American Journal of Mathematics and Statistics

p-ISSN: 2162-948X    e-ISSN: 2162-8475

2014;  4(2): 65-71

doi:10.5923/j.ajms.20140402.03

Estimation for Domains in Stratified Sampling Design in the Presence of Nonresponse

E. P. Clement1, G. A. Udofia2, E. I. Enang2

1Department of Mathematics and Statistics, University of Uyo, Uyo, Nigeria

2Department of Mathematics, Statistics and Computer Science, University of Calabar, Calabar, Nigeria

Correspondence to: E. P. Clement, Department of Mathematics and Statistics, University of Uyo, Uyo, Nigeria.

Email:

Copyright © 2012 Scientific & Academic Publishing. All Rights Reserved.

Abstract

An analytical approach for finding the best sampling design subject to a cost constraint is developed. We consider stratified random sampling design when elements of the inclusion probabilities are not equal but are in same stratum and proposed estimators of totals for domains of study under nonresponse in the context of calibration estimation. We derived optimum stratum sample sizes for a given set of unit costs for the sample design and compared empirically the relative performances of the proposed calibration estimators with a corresponding global estimator. Analysis and evaluation are presented.

Keywords: Calibration estimation, Domain estimation, GREG-estimator, Optimum allocation, Sampling design

Cite this paper: E. P. Clement, G. A. Udofia, E. I. Enang, Estimation for Domains in Stratified Sampling Design in the Presence of Nonresponse, American Journal of Mathematics and Statistics, Vol. 4 No. 2, 2014, pp. 65-71. doi: 10.5923/j.ajms.20140402.03.

1. Introduction

In sample survey, separate estimates of a parameter may be required for subpopulations into which a population is divided without separately sampling from these subpopulations.
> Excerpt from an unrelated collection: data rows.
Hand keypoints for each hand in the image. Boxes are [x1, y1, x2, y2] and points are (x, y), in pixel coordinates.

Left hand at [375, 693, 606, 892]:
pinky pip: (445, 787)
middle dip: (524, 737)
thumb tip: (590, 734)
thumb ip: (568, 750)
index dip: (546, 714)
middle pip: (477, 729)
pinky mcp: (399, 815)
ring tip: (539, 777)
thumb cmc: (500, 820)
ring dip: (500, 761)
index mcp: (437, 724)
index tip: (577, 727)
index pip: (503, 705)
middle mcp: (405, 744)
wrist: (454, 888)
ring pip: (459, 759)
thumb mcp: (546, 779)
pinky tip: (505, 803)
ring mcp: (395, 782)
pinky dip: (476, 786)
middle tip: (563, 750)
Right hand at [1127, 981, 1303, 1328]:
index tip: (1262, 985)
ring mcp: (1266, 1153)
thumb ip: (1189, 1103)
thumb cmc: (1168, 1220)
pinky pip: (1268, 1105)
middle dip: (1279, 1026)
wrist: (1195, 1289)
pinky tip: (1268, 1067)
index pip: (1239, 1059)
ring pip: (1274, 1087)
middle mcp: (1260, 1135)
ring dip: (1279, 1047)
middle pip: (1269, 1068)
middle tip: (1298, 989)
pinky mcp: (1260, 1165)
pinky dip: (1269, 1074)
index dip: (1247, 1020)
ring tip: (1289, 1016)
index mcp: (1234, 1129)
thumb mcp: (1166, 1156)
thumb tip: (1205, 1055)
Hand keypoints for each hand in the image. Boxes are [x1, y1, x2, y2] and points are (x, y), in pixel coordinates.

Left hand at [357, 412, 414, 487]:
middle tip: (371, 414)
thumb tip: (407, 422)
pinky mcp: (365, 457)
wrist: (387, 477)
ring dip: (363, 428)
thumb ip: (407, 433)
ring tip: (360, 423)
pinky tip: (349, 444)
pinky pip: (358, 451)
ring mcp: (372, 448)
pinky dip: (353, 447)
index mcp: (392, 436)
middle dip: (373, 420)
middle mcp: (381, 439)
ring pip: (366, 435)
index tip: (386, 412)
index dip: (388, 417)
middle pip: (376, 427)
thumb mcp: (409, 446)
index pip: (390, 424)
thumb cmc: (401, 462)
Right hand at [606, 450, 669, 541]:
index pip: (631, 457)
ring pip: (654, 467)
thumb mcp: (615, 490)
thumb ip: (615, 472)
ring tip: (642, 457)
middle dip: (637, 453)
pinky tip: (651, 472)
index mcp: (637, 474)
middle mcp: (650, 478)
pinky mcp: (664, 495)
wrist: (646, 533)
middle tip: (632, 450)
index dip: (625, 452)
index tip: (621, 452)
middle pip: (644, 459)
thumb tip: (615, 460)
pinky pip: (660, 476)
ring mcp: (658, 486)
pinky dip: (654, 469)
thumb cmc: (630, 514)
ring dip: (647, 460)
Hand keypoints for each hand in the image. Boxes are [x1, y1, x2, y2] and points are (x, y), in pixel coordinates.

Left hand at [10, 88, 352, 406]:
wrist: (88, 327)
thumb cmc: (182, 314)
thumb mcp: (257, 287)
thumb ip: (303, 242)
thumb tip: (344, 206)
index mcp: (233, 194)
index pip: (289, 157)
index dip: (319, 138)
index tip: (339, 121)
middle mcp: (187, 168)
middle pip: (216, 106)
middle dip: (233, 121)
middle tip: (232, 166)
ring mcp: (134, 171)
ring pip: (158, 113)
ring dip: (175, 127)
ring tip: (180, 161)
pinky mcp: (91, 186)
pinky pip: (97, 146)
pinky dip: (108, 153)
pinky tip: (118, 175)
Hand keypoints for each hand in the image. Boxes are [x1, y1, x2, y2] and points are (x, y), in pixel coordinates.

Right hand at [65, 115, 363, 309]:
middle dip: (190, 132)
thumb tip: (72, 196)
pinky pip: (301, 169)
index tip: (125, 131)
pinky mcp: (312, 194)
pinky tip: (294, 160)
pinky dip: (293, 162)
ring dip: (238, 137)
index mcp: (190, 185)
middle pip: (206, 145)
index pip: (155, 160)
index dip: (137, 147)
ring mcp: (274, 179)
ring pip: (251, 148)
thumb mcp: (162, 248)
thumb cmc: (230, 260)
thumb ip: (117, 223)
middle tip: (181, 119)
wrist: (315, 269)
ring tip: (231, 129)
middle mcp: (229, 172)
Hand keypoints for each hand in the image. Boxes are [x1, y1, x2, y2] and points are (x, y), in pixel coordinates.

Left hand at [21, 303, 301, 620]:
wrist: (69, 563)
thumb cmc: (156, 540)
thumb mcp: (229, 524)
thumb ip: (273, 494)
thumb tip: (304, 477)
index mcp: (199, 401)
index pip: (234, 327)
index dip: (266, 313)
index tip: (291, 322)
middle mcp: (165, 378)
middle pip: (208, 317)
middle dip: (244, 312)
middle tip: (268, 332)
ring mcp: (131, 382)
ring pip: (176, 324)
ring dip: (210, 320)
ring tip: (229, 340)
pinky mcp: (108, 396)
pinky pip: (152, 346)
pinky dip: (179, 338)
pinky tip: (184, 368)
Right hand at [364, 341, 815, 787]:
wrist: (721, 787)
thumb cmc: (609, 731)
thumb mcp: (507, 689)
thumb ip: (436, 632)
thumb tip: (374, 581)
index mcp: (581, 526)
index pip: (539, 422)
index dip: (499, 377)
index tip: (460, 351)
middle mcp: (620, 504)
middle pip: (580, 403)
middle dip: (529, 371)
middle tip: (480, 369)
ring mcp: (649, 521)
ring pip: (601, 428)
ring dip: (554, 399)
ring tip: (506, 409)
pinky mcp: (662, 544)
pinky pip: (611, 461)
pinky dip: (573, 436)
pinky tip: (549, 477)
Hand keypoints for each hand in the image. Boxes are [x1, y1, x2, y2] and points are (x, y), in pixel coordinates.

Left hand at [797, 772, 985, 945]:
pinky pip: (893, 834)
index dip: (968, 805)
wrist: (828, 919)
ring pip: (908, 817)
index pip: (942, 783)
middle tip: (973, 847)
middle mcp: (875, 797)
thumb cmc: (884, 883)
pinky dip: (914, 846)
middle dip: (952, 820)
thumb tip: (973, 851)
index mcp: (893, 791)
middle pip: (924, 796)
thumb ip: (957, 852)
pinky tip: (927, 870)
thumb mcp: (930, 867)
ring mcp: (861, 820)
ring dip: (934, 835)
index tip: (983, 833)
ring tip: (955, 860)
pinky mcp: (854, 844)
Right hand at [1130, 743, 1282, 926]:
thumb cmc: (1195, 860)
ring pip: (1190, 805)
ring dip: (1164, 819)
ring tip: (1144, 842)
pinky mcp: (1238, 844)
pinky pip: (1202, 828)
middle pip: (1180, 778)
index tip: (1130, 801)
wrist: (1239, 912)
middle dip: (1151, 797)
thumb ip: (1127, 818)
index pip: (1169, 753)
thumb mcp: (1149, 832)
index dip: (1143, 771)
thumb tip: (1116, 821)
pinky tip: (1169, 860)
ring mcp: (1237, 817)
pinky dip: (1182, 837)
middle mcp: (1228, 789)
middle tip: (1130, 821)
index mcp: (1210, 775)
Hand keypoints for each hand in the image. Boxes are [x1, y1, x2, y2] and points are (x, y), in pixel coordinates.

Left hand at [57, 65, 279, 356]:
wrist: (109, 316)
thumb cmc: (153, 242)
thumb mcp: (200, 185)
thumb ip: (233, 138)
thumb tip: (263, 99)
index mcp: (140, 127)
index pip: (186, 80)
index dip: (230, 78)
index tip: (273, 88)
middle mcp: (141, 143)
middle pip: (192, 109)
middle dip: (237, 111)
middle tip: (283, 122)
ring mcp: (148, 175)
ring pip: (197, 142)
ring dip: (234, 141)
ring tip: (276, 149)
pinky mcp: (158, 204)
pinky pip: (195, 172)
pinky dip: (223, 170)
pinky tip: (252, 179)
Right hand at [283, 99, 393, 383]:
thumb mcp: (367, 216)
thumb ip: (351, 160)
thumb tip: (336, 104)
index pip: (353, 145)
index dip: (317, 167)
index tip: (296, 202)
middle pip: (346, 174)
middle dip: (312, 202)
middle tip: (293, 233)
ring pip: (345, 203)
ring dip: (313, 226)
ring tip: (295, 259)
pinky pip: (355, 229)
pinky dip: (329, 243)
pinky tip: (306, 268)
Such subpopulations are called domains of study [1]. The method of estimating the domain parameters is called domain estimation.
[2] first considered in detail some of the problems associated with the estimation of domain totals, means and proportions in the case of a single-stage simple random sampling. He noted that the variance of an estimator of a domain parameter is increased by the fact that the number of the domain elements, and hence the number of those elements that can fall in a random sample of a fixed size, is unknown before the start of the survey. [3] gave a derivation of Yates’ results in multi-stage sampling. [3] paper is one of the first attempts to unify the theory of domain estimation. Hartley provided the theory for a number of sample designs where domain estimation was of interest. His paper mostly discussed estimations that did not make use of auxiliary information. He did, however, consider the case of ratio estimation where population totals were known for the domains.
[4] extended Yates’ results to double sampling for probability proportional to size (PPS) when information on the size, X, of each sampling unit is unknown. [5] proposed an empirical Bayes estimation of domain means under nested error linear regression model with measurement errors in the covariates. The problem of allocation of resources when domains of study are of primary interest is discussed by [6].
However, despite these vast extensions of Yates results, the phenomenon of nonresponse and its problems in domain estimation have not been adequately addressed. In many human surveys, information is in most cases not obtained from all the units in the survey even after some call-backs. An estimate obtained from such incomplete data may be misleading especially when the respondents differ from the non-respondents because the estimate can be biased.
Nonresponse always exists when surveying human populations as people hesitate to respond in surveys; and increases notably while studying sensitive issues like family size. Nonresponse as an aspect in almost every type of sample survey creates problems for estimation which cannot simply be eliminated by increasing sample size.
The phenomenon of nonresponse in a sample survey reduces the precision of parameters estimates and increases bias in estimates resulting in larger mean square error, thus ultimately reducing their efficiency.
An important technique to address these problems is by calibration. Calibration as a tool for reweighting for nonresponse was first introduced by [7] for the estimation of finite population characteristics like means, ratios and totals. This calibration approach requires the formulation of suitable auxiliary variables. The calibration approach provides a unified treatment of the use of auxiliary information in surveys with nonresponse. In the presence of powerful auxiliary information, the calibration approach meets the objectives of reducing both the sampling error and the nonresponse error.
In survey sampling many authors, such as [7-11] defined some calibration estimators using different constraints. In stratified random sampling, calibration approach is used to obtain optimum strata weights. [12-13] defined some calibration estimators in stratified random sampling. This article is an attempt to extend [7] results to stratified sampling design for domain estimation in the presence of nonresponse by calibration approach.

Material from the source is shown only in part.